The Iraq war was a response to the 2001 attacks on the World Trade Center. Following that atrocity Finlay, along with other church leaders, had invited Scotland’s faith communities to a dayconference at Scottish Church’s House in Dunblane. From this emerged the Scottish Interfaith Council (now Interfaith Scotland) of which Finlay served as Vice-Convener for a number of years.
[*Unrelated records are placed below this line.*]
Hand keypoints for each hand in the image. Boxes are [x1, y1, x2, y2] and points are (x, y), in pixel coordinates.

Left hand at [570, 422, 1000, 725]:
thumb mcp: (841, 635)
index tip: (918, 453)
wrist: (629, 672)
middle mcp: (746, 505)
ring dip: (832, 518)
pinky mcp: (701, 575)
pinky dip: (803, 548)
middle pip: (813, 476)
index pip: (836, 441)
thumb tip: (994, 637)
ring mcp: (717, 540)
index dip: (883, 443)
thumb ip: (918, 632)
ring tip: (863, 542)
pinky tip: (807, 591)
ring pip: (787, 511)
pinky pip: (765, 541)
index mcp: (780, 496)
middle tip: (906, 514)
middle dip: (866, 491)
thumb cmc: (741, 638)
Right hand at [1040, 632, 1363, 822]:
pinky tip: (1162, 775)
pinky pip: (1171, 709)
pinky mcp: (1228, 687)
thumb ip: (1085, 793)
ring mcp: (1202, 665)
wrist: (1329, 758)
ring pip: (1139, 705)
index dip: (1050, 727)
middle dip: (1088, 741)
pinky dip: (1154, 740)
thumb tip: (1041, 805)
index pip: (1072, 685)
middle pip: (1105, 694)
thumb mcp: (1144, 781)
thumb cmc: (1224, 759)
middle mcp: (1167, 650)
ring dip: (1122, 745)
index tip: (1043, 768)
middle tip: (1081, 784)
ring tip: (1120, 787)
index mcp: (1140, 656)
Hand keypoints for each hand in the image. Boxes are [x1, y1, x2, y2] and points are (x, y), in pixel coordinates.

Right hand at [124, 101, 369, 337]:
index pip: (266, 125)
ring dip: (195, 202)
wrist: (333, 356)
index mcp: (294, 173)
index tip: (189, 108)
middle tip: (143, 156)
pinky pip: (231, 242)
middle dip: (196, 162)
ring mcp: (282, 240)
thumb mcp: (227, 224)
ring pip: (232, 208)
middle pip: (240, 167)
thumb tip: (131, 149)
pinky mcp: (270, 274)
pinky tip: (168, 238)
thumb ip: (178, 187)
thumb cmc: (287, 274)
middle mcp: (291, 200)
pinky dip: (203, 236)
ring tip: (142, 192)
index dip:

Another initiative was a 2008 ‘Interfaith Pilgrimage’ to the Holy Land. Co-led by Finlay, with a Jewish and Muslim colleague, the party also included members of the Baha’i, Buddhist, Hindu and Sikh communities, amongst whom were a number of students. Over ten days the group travelled within Israel and the West Bank, listening and learning across the faith and political spectrums. On the final day an interfaith service was held in the beautiful Scots Church of St Andrew’s Jerusalem, to which each faith group contributed.

Since retiring in 2010 Finlay has published books on Scottish Church History, Interfaith Relations and changing church attitudes on human sexuality. He lives in the Borders with his wife, Elma, also a former HSD pupil. They have family locally and also in Australia.